What conflict or war would you like to see represented in an operational level game?































@oriskany wow you have really ended up on the wrong side of this conflict hehe
Dear God, that photo is priceless. 😀 😀 😀 Although Eisenhower seems to have been demoted … three times (from five-star general in 1945 onwards, to two star general). Maybe he gets re-promoted after winning this campaign so badly.
@oriskany I think you need a slight tweak to the supply chain routes! Well played both sides.
Actually, @elpotof – no. I just played very badly, and the game punished me for it. The game challenges the players to (among many other things) to keep a cohesive backfield. I failed, Justin saw a weakness, and exploited it.
In my defense, I hadn’t picked up this game in almost four years, and since it’s usually a 4-5 hour game, we only played the last 1.5 turns. So in an actual game, the table wouldn’t have looked QUITE like this.
About the only tweak I really see here is a rule allowing only one airborne drop per division per game (that leapfrogging at the end was really a little “broken).
Nothing bad on @dignity – he played the game perfectly as designed and presented.
But is we look at Market Garden as a historical example, those airborne divisions were scrambled for the operation in SEVEN days, and it was seen as insanely fast and led infamously to disaster.
Each turn in World War 2.5 is three days.
So Justin was dropping airborne divisions with only three days of prep … from enemy cities.
With only five airborne divisions i the whole game (two American, one UK, two Soviet) this won’t be hard to track.
That’s the only actual change I see. As for the supply routes through the Hannover-Kessel gap … no, I just screwed up THAT bad, and Justin took fair advantage. 😀
Yea, the airborne leap-frog seemed a little unintended. I had thought earlier in the game you said that you had to hold a city for an entire turn before you could deploy from it? Or maybe that was for replacing lost divisions.

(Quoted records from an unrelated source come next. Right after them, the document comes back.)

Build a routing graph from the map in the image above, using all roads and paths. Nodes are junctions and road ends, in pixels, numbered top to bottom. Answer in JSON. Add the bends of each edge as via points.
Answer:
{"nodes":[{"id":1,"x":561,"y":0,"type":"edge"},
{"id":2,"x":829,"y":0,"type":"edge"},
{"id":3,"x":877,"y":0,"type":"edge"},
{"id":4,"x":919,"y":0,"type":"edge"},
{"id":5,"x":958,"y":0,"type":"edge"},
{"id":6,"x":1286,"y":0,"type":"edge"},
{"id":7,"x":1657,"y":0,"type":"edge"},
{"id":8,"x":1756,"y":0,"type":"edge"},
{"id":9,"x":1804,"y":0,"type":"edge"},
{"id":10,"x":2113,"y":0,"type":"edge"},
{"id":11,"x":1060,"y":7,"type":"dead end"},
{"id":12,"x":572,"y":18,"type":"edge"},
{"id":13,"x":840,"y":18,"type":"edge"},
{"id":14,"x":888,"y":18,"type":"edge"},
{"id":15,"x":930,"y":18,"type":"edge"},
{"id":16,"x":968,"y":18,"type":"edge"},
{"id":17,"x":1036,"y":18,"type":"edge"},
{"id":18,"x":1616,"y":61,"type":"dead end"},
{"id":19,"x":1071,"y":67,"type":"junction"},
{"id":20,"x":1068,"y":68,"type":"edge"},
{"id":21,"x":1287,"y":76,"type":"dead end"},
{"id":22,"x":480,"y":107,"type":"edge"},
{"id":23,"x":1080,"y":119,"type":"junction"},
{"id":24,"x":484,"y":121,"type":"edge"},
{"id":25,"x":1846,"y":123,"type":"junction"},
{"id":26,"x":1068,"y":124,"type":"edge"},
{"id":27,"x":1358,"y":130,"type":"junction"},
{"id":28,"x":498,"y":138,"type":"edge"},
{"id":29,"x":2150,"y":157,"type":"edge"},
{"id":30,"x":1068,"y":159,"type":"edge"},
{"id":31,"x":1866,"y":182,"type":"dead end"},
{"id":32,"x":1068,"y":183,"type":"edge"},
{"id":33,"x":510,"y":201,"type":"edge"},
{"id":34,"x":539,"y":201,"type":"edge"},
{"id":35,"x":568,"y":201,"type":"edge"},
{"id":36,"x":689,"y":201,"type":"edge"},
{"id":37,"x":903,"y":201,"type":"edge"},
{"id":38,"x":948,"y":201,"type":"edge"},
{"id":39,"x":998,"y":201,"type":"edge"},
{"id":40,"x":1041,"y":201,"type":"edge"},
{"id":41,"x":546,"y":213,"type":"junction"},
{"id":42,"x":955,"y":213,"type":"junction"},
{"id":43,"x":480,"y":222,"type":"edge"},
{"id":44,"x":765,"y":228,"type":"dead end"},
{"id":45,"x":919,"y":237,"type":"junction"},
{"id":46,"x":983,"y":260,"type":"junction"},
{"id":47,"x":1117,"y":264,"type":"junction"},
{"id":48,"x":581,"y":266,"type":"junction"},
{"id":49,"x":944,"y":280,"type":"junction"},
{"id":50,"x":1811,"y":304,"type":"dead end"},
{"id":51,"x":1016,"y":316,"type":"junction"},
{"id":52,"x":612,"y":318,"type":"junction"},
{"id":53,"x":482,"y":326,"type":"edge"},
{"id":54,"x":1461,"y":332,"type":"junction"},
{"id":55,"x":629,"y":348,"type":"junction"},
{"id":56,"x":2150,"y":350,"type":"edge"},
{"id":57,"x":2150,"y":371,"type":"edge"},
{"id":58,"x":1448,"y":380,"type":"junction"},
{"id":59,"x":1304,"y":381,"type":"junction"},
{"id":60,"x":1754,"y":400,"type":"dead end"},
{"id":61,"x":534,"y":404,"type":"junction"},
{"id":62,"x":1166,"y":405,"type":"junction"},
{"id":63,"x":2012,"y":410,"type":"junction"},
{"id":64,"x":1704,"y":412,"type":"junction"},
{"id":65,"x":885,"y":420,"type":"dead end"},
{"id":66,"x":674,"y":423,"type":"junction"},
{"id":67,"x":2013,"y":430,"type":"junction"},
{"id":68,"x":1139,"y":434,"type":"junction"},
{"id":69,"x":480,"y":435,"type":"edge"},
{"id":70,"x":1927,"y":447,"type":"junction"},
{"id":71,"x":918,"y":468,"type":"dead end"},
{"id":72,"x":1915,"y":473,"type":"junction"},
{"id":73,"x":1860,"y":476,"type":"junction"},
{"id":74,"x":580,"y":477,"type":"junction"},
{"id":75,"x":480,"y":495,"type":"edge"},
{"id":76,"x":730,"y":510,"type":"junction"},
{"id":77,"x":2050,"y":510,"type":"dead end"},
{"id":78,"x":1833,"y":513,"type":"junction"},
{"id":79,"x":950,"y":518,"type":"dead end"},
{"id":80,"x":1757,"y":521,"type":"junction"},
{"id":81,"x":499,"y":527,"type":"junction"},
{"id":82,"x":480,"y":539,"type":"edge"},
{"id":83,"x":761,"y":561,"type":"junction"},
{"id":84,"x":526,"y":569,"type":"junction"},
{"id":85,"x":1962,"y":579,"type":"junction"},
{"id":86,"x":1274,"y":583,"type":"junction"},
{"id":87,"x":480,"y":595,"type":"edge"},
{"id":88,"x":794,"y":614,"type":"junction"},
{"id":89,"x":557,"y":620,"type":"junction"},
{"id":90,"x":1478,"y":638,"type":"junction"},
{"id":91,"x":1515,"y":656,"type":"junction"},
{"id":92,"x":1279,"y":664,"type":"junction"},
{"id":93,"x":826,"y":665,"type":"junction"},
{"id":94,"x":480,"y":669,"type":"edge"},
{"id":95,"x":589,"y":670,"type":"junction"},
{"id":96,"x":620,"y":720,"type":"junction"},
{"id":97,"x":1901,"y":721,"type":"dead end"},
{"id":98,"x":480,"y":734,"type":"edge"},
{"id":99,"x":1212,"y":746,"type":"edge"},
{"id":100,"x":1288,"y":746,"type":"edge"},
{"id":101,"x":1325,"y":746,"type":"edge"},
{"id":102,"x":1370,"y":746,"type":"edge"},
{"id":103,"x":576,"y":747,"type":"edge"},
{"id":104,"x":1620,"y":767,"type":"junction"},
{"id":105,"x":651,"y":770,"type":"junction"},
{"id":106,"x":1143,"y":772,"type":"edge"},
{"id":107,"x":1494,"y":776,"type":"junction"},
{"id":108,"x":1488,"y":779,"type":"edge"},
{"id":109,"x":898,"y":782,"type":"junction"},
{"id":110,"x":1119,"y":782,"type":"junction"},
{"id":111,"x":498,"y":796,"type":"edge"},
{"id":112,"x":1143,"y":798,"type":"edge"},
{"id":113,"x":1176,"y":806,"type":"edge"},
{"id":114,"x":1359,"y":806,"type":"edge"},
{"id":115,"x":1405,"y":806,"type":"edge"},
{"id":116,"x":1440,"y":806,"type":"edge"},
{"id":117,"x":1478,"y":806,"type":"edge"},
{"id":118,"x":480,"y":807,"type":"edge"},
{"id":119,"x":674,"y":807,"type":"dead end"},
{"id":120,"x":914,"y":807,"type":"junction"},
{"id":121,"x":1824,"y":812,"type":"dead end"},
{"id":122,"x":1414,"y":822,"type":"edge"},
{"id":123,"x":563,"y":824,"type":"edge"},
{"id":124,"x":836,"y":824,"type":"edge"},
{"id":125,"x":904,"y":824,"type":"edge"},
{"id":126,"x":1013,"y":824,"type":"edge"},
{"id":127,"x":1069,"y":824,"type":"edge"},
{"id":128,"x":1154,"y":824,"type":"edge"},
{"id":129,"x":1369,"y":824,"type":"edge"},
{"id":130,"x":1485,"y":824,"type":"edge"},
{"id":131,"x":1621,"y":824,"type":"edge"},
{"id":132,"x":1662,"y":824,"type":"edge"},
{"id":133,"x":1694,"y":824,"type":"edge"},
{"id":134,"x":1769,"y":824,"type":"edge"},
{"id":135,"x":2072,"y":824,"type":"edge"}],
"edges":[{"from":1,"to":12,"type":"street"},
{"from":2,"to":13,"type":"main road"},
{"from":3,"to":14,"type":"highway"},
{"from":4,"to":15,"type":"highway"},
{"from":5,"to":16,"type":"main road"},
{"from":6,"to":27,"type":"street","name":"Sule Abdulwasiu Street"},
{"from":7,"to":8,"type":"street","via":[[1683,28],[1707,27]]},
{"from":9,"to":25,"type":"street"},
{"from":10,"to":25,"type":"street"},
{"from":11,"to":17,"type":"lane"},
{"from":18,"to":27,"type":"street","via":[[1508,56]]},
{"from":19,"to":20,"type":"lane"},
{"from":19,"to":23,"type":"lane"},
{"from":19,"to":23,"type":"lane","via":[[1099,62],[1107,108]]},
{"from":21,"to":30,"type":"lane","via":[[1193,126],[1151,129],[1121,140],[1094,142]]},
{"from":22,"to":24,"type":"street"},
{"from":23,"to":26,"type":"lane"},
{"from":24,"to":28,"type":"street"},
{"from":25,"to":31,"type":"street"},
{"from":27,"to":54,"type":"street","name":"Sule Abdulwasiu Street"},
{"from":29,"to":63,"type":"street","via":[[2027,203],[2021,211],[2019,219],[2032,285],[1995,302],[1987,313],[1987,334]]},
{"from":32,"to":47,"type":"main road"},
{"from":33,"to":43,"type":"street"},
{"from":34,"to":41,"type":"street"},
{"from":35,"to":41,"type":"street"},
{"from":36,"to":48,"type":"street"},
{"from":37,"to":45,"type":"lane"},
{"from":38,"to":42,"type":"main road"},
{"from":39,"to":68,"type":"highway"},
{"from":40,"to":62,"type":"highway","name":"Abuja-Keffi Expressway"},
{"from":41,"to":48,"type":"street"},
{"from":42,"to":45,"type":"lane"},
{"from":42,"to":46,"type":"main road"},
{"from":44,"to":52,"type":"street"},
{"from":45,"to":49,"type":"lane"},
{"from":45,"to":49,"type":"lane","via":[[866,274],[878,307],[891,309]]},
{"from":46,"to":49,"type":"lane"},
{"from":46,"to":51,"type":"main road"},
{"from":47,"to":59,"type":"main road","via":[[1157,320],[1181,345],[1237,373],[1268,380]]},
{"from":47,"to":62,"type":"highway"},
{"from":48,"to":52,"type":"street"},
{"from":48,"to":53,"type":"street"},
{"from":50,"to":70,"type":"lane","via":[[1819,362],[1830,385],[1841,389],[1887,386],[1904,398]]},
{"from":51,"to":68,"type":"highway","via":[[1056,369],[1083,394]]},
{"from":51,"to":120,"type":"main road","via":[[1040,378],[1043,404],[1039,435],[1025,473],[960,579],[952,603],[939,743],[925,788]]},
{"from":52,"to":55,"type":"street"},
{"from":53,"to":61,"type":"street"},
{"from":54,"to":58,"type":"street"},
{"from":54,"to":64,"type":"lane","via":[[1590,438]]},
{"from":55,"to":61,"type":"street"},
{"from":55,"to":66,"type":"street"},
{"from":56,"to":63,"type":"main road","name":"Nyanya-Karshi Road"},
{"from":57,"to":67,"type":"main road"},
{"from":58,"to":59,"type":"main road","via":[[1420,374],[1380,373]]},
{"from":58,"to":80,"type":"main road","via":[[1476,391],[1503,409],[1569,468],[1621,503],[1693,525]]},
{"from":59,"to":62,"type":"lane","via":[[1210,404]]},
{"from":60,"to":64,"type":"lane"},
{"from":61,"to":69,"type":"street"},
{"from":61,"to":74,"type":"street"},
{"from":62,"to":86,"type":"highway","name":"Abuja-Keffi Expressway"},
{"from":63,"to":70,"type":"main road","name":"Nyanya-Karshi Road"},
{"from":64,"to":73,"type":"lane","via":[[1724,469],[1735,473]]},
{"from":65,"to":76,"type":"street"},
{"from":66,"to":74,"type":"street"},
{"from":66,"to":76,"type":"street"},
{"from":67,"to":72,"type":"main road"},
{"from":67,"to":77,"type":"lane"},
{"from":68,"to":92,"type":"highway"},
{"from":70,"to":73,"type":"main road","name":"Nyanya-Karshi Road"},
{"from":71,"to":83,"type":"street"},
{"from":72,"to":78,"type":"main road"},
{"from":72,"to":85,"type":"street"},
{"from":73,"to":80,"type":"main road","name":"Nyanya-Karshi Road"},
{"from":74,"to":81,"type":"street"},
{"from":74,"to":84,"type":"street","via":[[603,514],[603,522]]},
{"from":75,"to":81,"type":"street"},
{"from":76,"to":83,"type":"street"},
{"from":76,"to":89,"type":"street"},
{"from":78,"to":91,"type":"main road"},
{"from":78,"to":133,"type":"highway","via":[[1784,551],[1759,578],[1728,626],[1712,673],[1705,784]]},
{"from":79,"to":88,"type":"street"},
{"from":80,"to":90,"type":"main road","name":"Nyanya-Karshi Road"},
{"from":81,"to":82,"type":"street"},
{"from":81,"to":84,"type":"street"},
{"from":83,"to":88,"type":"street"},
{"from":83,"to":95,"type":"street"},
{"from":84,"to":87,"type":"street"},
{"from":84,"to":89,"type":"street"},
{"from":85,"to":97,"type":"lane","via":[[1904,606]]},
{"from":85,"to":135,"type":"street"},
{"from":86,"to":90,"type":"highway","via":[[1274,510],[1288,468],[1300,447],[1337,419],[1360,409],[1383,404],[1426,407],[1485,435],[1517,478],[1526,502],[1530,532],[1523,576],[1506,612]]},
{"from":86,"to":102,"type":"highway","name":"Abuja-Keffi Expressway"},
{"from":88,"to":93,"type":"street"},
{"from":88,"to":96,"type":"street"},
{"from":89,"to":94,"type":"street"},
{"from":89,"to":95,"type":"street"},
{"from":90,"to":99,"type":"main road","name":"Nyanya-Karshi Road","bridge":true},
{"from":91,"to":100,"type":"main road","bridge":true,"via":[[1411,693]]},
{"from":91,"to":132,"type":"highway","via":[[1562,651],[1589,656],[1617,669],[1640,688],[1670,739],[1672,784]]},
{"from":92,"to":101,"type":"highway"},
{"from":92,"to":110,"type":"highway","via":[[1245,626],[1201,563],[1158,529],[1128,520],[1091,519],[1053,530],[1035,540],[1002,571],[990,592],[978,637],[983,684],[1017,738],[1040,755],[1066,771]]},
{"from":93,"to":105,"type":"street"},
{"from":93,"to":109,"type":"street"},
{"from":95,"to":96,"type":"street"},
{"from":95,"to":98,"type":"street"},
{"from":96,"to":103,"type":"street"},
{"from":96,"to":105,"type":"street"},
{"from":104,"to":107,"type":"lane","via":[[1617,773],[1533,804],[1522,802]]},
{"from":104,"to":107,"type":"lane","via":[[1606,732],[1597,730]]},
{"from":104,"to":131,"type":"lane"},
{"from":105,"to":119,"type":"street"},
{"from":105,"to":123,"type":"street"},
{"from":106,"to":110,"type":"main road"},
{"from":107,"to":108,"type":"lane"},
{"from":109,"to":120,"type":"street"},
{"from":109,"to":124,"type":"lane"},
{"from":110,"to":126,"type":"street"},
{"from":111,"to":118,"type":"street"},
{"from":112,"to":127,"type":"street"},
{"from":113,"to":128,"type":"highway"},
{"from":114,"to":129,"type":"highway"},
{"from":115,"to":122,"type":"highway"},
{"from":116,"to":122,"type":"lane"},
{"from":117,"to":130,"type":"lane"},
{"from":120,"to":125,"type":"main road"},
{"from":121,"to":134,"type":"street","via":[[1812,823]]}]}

It does seem strange that the airborne troops could get all of their planes, equipment and logistics into enemy territory like that. Speaking as someone who’s obviously never played the game, it does seem like that strategy of throwing your two airborne around in that empty Soviet back line would be overly powerful, especially since they could be cut off and have no chance of surviving or getting home, but by the end of the game they still ‘hold’ the city so there’s no penalty. (Actually, on re-watching it, I think you implied that cities have to be in supply to count for victory. That softens the blow to a large degree.)
As for the supply lines, I got the impression that in your mind supply lines had to be traced more or less directly back to a home city. Maybe spell that out more clearly in the rules? I can see people game supply lines big-time. For example, you could go all the way North, around those Soviet units, and then back down. If the only rule is that it can’t go into enemy ZoC’s, you could get very cheeky with it.
@greyhunter88 –
“I had thought earlier in the game you said that you had to hold a city for an entire turn before you could deploy from it? Or maybe that was for replacing lost divisions”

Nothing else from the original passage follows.